The second rule is clearance. You will be carrying a small person in your arms at all times. A main walkway needs at least 70-90 cm to move safely; around the bed, you want 60 cm on both sides so you can get to the bassinet fast. Measure these gaps before anything arrives, not after.
Third: buy to last the decade, not the season. Baby gear has a shelf life of months. Adult furniture should serve you for ten years. Spend your serious budget where you will sit, sleep, and gather.
Living Room: The Overnight Feeding HQ
The sofa becomes your most-used piece of furniture from week one. You will feed there, doze there, and host the relatives who arrive with food containers on day three. A 3-seater in the 190-230 cm width range gives enough room to lie down during a feed without contorting, and a seat depth of 55-65 cm means you can sit upright with good back support. Shallower is actually better here: a very deep sofa makes it hard to sit upright while cradling a newborn.
Fabric choice matters more than style right now. A performance polyester or solution-dyed fabric will handle the spit-up, the humid-Singapore sweat, and the eventual toddler with biscuits. Velvet photographs beautifully and shows every mark. Choose the performance fabric; put the velvet cushion cover away until they are five.
Clear at least 45 cm of floor space between the sofa and the coffee table, not the standard 30-35 cm you might normally allow. You need room to set down a feeding pillow, kneel on the floor, and stand up while holding a baby without catching your shin. A lower coffee table, around 40-45 cm high, is less of a hazard once crawling begins.
Browse the living room furniture range to compare sofa dimensions and fabric options before deciding.
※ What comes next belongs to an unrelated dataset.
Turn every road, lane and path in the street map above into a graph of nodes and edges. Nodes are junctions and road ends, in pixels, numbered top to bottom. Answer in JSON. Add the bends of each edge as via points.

Master Bedroom: Sleep Is the Priority, Literally
The master bedroom undergoes more functional change than any other room in the flat. For the first six months, it typically needs to hold the existing bed, a bedside bassinet or co-sleeper, a feeding chair, and a small dresser that doubles as a changing station. In a 4-room HDB master of roughly 10-12 sqm, that is a real puzzle.
The bed and mattress
If you are still on a single or super single (107 x 190 cm), this is the moment to upgrade to a queen (152 x 190 cm) or king (182 x 190 cm). A king gives the space to safely bedshare if you choose, and leaves enough room alongside for a bedside bassinet with the 60 cm clearance you need to reach it. A bed frame that sits higher, around 50-55 cm from floor to top of mattress, is easier to get in and out of when your body is recovering from delivery.
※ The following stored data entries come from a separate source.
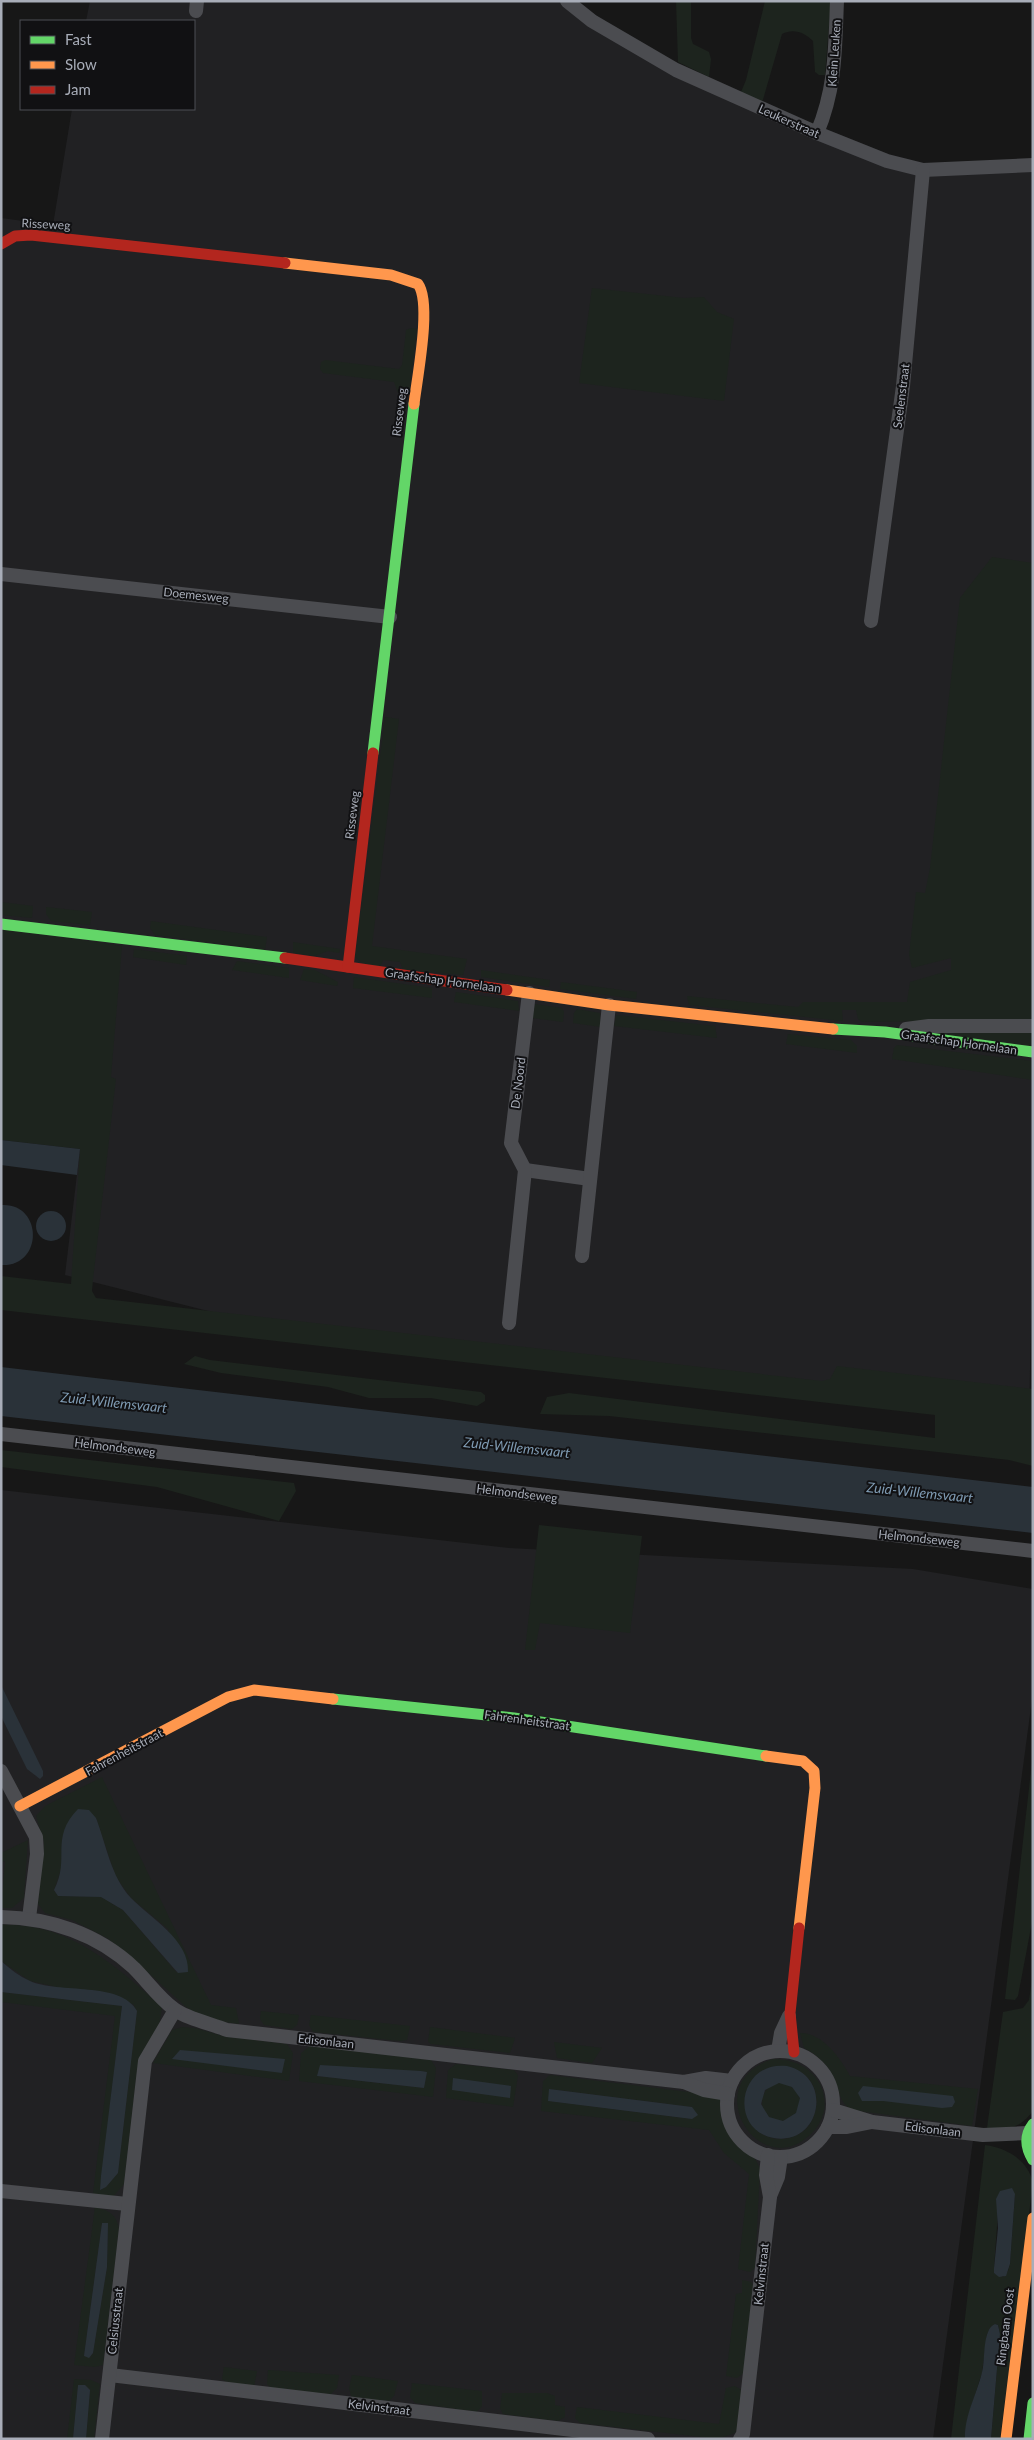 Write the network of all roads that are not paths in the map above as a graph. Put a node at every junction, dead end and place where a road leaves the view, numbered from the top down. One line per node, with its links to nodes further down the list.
1 (567, 1): 3 (street, Leukerstraat)
2 (837, 1): 3 (street, Klein Leuken)
3 (817, 133): 5 (street, Leukerstraat)
4 (1033, 165): 5 (street, Leukerstraat)
5 (923, 170): 9 (street, Seelenstraat)
6 (1, 244): 8 (street, Risseweg)
7 (1, 574): 8 (street, Doemesweg)
8 (390, 617): 11 (street, Risseweg)
9 (871, 621)
10 (1, 924): 11 (street, Graafschap Hornelaan)
11 (348, 967): 12 (street, Graafschap Hornelaan)
12 (528, 993): 13 (street, Graafschap Hornelaan); 17 (street, De Noord)
13 (609, 1005): 15 (street, Graafschap Hornelaan); 18 (street)
14 (1033, 1026): 15 (street, Graafschap Hornelaan)
15 (885, 1032): 16 (street, Graafschap Hornelaan)
16 (1033, 1052)
17 (525, 1170): 18 (street); 20 (street)
18 (590, 1179): 19 (street)
19 (582, 1256)
20 (509, 1323)
21 (1, 1434): 22 (street, Helmondseweg)
22 (1033, 1551)
23 (1, 1771): 24 (street)
24 (20, 1806): 26 (street); 28 (street, Fahrenheitstraat)
25 (1, 1917): 26 (street, Edisonlaan)
26 (29, 1918): 27 (street, Edisonlaan)
27 (175, 2010): 31 (street, Edisonlaan); 41 (street, Celsiusstraat)
28 (790, 2013): 29 (street, Fahrenheitstraat); 30 (street, Fahrenheitstraat)
29 (778, 2050): 30 (street); 31 (street)
30 (794, 2052): 32 (street)
31 (730, 2088): 38 (street)
32 (833, 2110): 33 (street, Edisonlaan); 34 (street)
33 (872, 2122): 34 (street, Edisonlaan); 36 (street, Edisonlaan)
34 (828, 2127): 38 (street)
35 (1030, 2128): 36 (street, Edisonlaan); 37 (street)
36 (994, 2136): 37 (street, Edisonlaan)
37 (1026, 2147): 39 (street)
38 (774, 2156): 47 (street, Kelvinstraat)
39 (1033, 2160)
40 (1, 2191): 41 (street)
41 (127, 2204): 43 (street, Celsiusstraat)
42 (1033, 2218): 48 (street, Ringbaan Oost)
43 (110, 2375): 45 (street, Celsiusstraat); 46 (street, Kelvinstraat)
44 (1033, 2403): 49 (street)
45 (102, 2439)
46 (648, 2439)
47 (740, 2439)
48 (1006, 2439)
49 (1029, 2439)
The mattress question is worth thinking about carefully. Pocketed spring mattresses give good motion isolation, so when one parent gets up at 3am the other is less disturbed. Memory foam contours well but can sleep warm in Singapore's climate. If your bedroom is air-conditioned through the night, either works; if you rely on a fan, a latex or hybrid tends to sleep cooler. For durability, look for higher-density foam layers (30+ kg/m³ is a useful benchmark), because you will not be replacing this for years.
The feeding chair
A feeding chair is genuinely useful, and the shoe-box market version with a rigid back is not. What you want is a proper armchair with armrests at a height that lets your elbows rest without hunching, and a seat deep enough to tuck your feet up. This can live in the master bedroom for the first year, then migrate to the living room. It is a real furniture purchase, not a baby-product purchase.
See the full bedroom furniture range, including bed frames and storage options suited to the master bedroom rearrangement.
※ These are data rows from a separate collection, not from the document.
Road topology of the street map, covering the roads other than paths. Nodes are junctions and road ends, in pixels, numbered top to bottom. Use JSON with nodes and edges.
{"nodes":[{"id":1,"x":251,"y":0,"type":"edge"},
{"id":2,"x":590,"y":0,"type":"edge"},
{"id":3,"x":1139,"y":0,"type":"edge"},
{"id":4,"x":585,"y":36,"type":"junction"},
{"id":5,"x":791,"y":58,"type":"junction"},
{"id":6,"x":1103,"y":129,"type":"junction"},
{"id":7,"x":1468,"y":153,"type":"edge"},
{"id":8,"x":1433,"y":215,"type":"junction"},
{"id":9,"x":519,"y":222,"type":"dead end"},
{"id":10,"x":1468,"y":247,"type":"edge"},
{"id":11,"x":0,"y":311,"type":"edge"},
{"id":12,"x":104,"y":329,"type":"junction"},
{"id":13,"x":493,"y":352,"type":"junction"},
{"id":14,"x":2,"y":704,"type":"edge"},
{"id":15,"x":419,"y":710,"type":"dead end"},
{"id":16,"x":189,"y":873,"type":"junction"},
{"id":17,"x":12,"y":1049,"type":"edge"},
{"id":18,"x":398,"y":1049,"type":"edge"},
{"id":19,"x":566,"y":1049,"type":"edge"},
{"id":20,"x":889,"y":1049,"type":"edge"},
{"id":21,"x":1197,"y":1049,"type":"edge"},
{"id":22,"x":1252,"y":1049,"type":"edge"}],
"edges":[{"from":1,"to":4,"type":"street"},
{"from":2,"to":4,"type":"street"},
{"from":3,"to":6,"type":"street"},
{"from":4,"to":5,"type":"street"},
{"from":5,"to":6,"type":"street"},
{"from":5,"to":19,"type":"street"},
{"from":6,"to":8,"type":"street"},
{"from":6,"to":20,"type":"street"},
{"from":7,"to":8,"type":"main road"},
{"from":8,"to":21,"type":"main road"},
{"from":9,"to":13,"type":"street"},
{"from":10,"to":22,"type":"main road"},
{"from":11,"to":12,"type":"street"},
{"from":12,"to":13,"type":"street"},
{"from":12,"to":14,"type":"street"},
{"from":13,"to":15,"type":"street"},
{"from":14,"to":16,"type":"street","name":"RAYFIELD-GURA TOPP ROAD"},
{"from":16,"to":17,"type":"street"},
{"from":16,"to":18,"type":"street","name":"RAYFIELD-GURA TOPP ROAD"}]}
Nursery Zone: Simple Beats Elaborate

Here is the thing about the nursery: the furniture parents spend the most time researching is the furniture their child outgrows the fastest. A cot lasts roughly two to three years before a toddler bed is needed. The changing table is useful for about eighteen months, after which it becomes a storage unit you work around.
Buy a cot that converts. Most reputable cot designs can be converted to a toddler bed by removing one side rail, extending the product's useful life by two to three years. This is the single best value decision in the nursery.
For the rest of the nursery, the priority is a solidly built wardrobe or set of drawers with a stable top surface that can temporarily serve as a changing area. A wardrobe at the standard depth of 58-60 cm gives enough space for the early months of clothing, which is genuinely tiny, and the years of school uniform, art projects, and sports gear that come after. Think about what that wardrobe needs to do when the child is eight, not just when they are eight weeks.
Material note: in Singapore's humidity, solid wood and plywood hold up better than particleboard in a nursery, where doors and drawers get opened dozens of times a day and spills are inevitable. Particleboard's edge banding can chip and swell in damp conditions; plywood takes the punishment better.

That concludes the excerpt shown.